Exercise data:
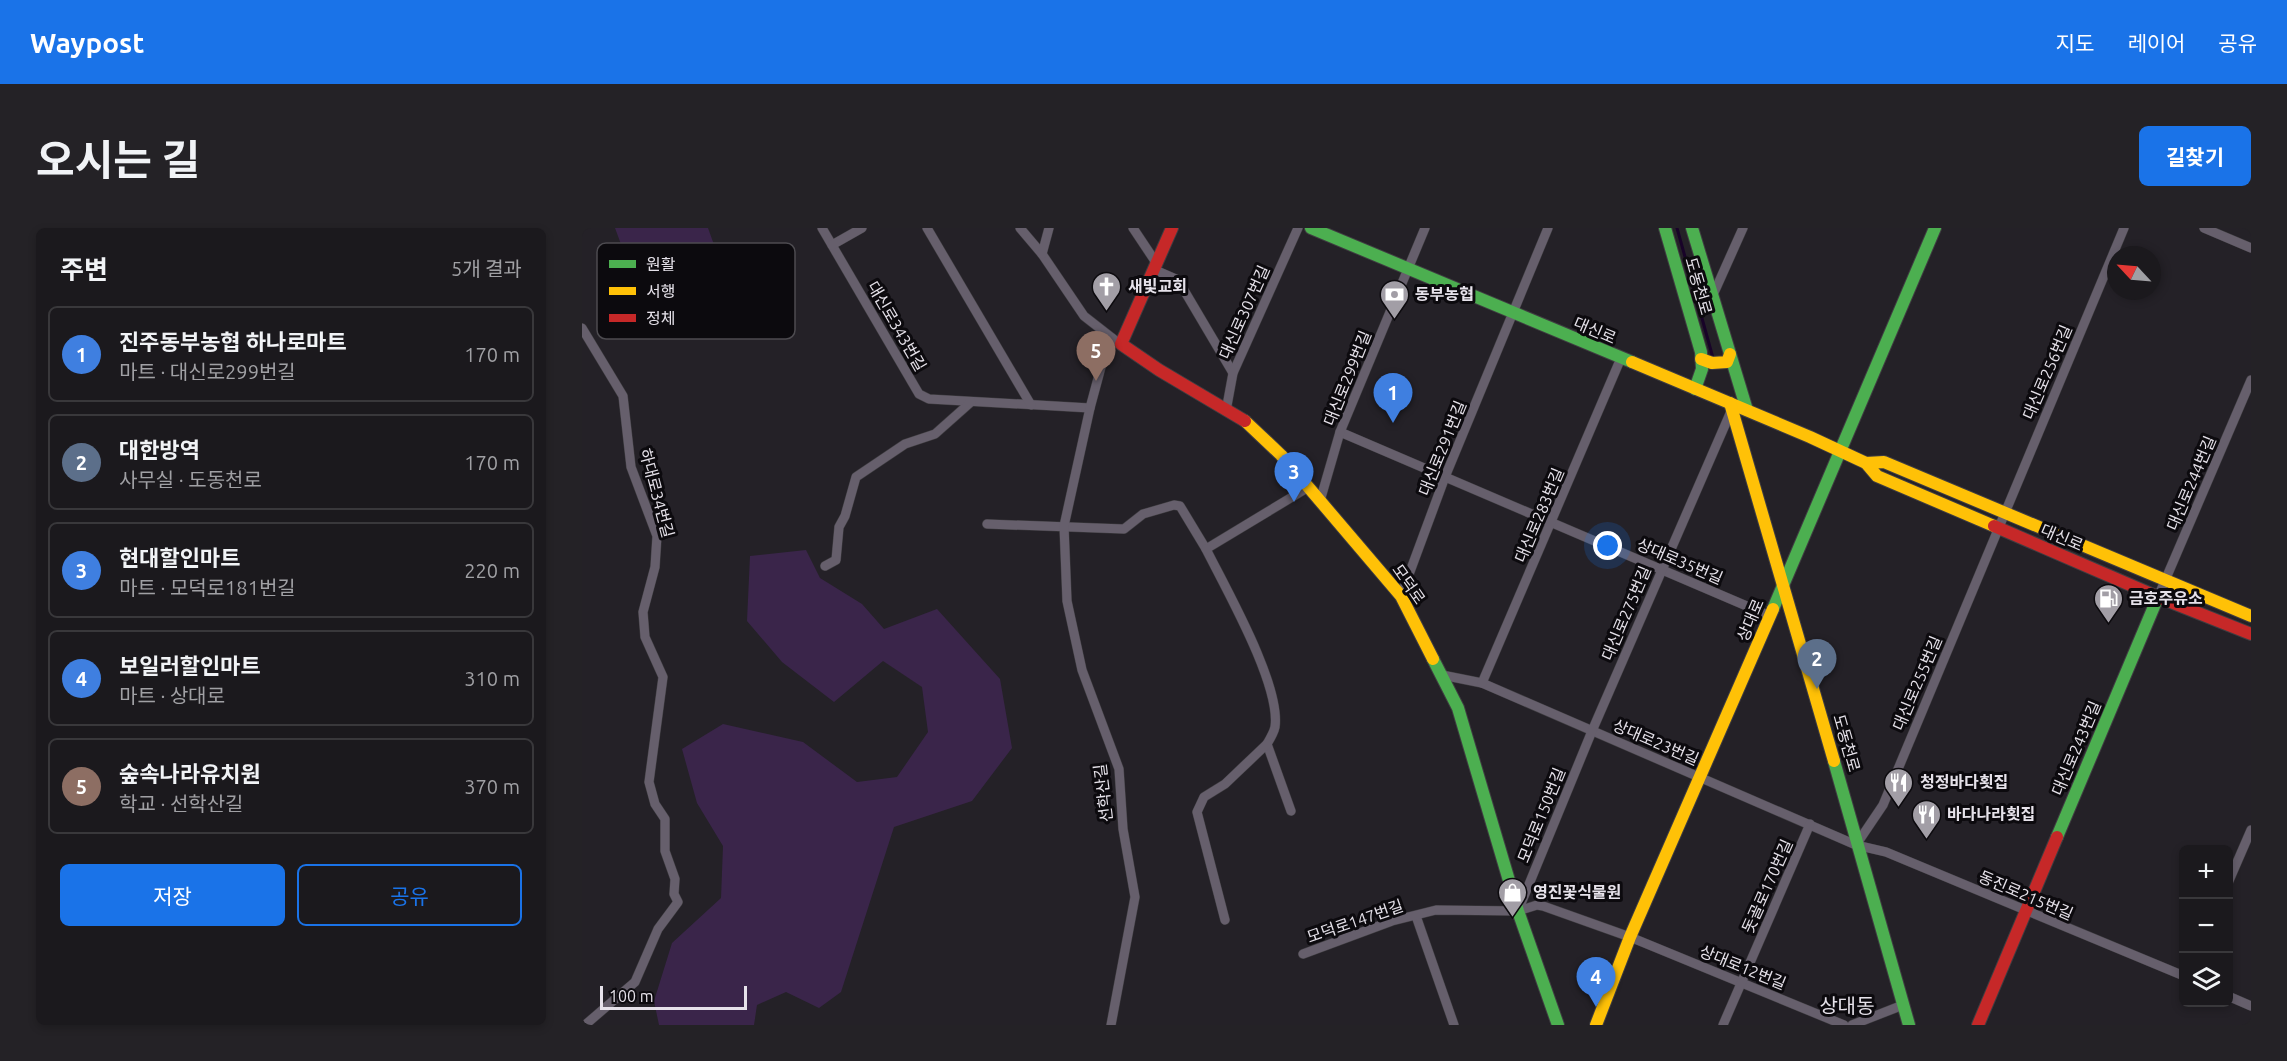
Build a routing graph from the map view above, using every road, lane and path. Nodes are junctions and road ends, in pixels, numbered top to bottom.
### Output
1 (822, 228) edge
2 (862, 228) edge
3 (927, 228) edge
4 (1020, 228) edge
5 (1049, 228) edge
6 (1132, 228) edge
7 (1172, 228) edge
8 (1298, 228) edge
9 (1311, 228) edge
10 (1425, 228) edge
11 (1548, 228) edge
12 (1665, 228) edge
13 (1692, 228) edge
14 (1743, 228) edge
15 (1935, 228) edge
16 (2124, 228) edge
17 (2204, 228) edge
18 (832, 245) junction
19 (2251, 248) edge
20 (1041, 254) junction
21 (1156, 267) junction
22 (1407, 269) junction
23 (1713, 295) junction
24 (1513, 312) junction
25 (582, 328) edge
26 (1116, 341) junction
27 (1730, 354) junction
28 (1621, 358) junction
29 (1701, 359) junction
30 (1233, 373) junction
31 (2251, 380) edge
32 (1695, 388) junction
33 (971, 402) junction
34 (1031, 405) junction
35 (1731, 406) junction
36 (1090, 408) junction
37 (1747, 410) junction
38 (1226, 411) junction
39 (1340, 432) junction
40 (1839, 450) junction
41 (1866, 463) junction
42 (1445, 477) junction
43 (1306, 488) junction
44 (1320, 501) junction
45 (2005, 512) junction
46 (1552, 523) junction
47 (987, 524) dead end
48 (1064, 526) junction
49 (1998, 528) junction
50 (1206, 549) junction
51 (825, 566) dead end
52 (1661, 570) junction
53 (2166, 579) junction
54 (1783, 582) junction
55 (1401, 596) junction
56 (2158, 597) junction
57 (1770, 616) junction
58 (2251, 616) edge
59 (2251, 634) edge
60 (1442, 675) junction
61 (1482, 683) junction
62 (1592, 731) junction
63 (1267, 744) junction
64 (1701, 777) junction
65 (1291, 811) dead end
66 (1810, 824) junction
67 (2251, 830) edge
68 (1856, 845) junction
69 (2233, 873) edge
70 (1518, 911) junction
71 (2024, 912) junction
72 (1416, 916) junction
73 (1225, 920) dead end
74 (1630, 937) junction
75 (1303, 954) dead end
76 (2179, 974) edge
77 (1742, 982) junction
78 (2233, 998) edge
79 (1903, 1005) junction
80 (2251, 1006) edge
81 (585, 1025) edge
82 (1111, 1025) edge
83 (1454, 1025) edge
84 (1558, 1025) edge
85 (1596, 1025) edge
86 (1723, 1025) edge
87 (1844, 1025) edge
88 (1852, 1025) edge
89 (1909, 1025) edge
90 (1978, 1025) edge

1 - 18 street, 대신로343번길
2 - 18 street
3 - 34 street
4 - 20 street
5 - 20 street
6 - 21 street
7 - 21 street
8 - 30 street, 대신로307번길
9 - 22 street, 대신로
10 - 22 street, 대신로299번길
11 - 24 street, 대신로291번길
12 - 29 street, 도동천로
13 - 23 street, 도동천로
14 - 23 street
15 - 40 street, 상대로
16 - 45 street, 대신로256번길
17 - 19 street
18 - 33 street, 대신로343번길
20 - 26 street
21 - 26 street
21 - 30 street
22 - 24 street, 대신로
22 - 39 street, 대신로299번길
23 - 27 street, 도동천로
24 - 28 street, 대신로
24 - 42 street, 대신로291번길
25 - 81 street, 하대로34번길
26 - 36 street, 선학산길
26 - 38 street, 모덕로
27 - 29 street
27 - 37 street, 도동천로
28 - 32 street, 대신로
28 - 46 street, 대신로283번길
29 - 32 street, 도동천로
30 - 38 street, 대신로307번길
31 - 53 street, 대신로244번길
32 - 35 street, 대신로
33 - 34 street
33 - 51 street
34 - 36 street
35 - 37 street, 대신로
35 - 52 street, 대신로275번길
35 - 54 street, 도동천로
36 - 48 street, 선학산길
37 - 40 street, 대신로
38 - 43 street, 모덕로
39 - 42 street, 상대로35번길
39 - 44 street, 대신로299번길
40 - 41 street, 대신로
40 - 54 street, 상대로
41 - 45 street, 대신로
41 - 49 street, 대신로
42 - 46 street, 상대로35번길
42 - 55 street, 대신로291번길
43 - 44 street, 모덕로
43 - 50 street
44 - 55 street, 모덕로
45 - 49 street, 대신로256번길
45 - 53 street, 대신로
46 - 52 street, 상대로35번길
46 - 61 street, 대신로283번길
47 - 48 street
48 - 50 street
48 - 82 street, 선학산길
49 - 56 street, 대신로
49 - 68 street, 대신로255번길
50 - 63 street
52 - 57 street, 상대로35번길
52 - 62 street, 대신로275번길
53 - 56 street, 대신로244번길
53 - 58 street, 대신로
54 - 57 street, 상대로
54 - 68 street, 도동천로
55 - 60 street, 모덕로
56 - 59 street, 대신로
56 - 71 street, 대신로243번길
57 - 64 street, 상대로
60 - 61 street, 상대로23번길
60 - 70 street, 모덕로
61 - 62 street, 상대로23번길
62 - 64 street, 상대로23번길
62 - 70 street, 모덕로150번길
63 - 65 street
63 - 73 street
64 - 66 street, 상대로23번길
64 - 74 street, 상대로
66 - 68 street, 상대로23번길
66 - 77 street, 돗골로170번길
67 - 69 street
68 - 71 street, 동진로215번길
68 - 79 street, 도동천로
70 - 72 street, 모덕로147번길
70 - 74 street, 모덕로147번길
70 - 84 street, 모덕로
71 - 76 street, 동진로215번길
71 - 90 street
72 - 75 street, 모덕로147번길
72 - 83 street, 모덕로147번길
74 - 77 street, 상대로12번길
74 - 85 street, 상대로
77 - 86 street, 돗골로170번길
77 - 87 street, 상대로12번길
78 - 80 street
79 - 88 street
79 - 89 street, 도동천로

Assignment: Could you restate every record above word for word, dropping the pictures?

Solution to the exercise:
Build a routing graph from the map view above, using every road, lane and path. Nodes are junctions and road ends, in pixels, numbered top to bottom.
### Output
1 (822, 228) edge
2 (862, 228) edge
3 (927, 228) edge
4 (1020, 228) edge
5 (1049, 228) edge
6 (1132, 228) edge
7 (1172, 228) edge
8 (1298, 228) edge
9 (1311, 228) edge
10 (1425, 228) edge
11 (1548, 228) edge
12 (1665, 228) edge
13 (1692, 228) edge
14 (1743, 228) edge
15 (1935, 228) edge
16 (2124, 228) edge
17 (2204, 228) edge
18 (832, 245) junction
19 (2251, 248) edge
20 (1041, 254) junction
21 (1156, 267) junction
22 (1407, 269) junction
23 (1713, 295) junction
24 (1513, 312) junction
25 (582, 328) edge
26 (1116, 341) junction
27 (1730, 354) junction
28 (1621, 358) junction
29 (1701, 359) junction
30 (1233, 373) junction
31 (2251, 380) edge
32 (1695, 388) junction
33 (971, 402) junction
34 (1031, 405) junction
35 (1731, 406) junction
36 (1090, 408) junction
37 (1747, 410) junction
38 (1226, 411) junction
39 (1340, 432) junction
40 (1839, 450) junction
41 (1866, 463) junction
42 (1445, 477) junction
43 (1306, 488) junction
44 (1320, 501) junction
45 (2005, 512) junction
46 (1552, 523) junction
47 (987, 524) dead end
48 (1064, 526) junction
49 (1998, 528) junction
50 (1206, 549) junction
51 (825, 566) dead end
52 (1661, 570) junction
53 (2166, 579) junction
54 (1783, 582) junction
55 (1401, 596) junction
56 (2158, 597) junction
57 (1770, 616) junction
58 (2251, 616) edge
59 (2251, 634) edge
60 (1442, 675) junction
61 (1482, 683) junction
62 (1592, 731) junction
63 (1267, 744) junction
64 (1701, 777) junction
65 (1291, 811) dead end
66 (1810, 824) junction
67 (2251, 830) edge
68 (1856, 845) junction
69 (2233, 873) edge
70 (1518, 911) junction
71 (2024, 912) junction
72 (1416, 916) junction
73 (1225, 920) dead end
74 (1630, 937) junction
75 (1303, 954) dead end
76 (2179, 974) edge
77 (1742, 982) junction
78 (2233, 998) edge
79 (1903, 1005) junction
80 (2251, 1006) edge
81 (585, 1025) edge
82 (1111, 1025) edge
83 (1454, 1025) edge
84 (1558, 1025) edge
85 (1596, 1025) edge
86 (1723, 1025) edge
87 (1844, 1025) edge
88 (1852, 1025) edge
89 (1909, 1025) edge
90 (1978, 1025) edge

1 - 18 street, 대신로343번길
2 - 18 street
3 - 34 street
4 - 20 street
5 - 20 street
6 - 21 street
7 - 21 street
8 - 30 street, 대신로307번길
9 - 22 street, 대신로
10 - 22 street, 대신로299번길
11 - 24 street, 대신로291번길
12 - 29 street, 도동천로
13 - 23 street, 도동천로
14 - 23 street
15 - 40 street, 상대로
16 - 45 street, 대신로256번길
17 - 19 street
18 - 33 street, 대신로343번길
20 - 26 street
21 - 26 street
21 - 30 street
22 - 24 street, 대신로
22 - 39 street, 대신로299번길
23 - 27 street, 도동천로
24 - 28 street, 대신로
24 - 42 street, 대신로291번길
25 - 81 street, 하대로34번길
26 - 36 street, 선학산길
26 - 38 street, 모덕로
27 - 29 street
27 - 37 street, 도동천로
28 - 32 street, 대신로
28 - 46 street, 대신로283번길
29 - 32 street, 도동천로
30 - 38 street, 대신로307번길
31 - 53 street, 대신로244번길
32 - 35 street, 대신로
33 - 34 street
33 - 51 street
34 - 36 street
35 - 37 street, 대신로
35 - 52 street, 대신로275번길
35 - 54 street, 도동천로
36 - 48 street, 선학산길
37 - 40 street, 대신로
38 - 43 street, 모덕로
39 - 42 street, 상대로35번길
39 - 44 street, 대신로299번길
40 - 41 street, 대신로
40 - 54 street, 상대로
41 - 45 street, 대신로
41 - 49 street, 대신로
42 - 46 street, 상대로35번길
42 - 55 street, 대신로291번길
43 - 44 street, 모덕로
43 - 50 street
44 - 55 street, 모덕로
45 - 49 street, 대신로256번길
45 - 53 street, 대신로
46 - 52 street, 상대로35번길
46 - 61 street, 대신로283번길
47 - 48 street
48 - 50 street
48 - 82 street, 선학산길
49 - 56 street, 대신로
49 - 68 street, 대신로255번길
50 - 63 street
52 - 57 street, 상대로35번길
52 - 62 street, 대신로275번길
53 - 56 street, 대신로244번길
53 - 58 street, 대신로
54 - 57 street, 상대로
54 - 68 street, 도동천로
55 - 60 street, 모덕로
56 - 59 street, 대신로
56 - 71 street, 대신로243번길
57 - 64 street, 상대로
60 - 61 street, 상대로23번길
60 - 70 street, 모덕로
61 - 62 street, 상대로23번길
62 - 64 street, 상대로23번길
62 - 70 street, 모덕로150번길
63 - 65 street
63 - 73 street
64 - 66 street, 상대로23번길
64 - 74 street, 상대로
66 - 68 street, 상대로23번길
66 - 77 street, 돗골로170번길
67 - 69 street
68 - 71 street, 동진로215번길
68 - 79 street, 도동천로
70 - 72 street, 모덕로147번길
70 - 74 street, 모덕로147번길
70 - 84 street, 모덕로
71 - 76 street, 동진로215번길
71 - 90 street
72 - 75 street, 모덕로147번길
72 - 83 street, 모덕로147번길
74 - 77 street, 상대로12번길
74 - 85 street, 상대로
77 - 86 street, 돗골로170번길
77 - 87 street, 상대로12번길
78 - 80 street
79 - 88 street
79 - 89 street, 도동천로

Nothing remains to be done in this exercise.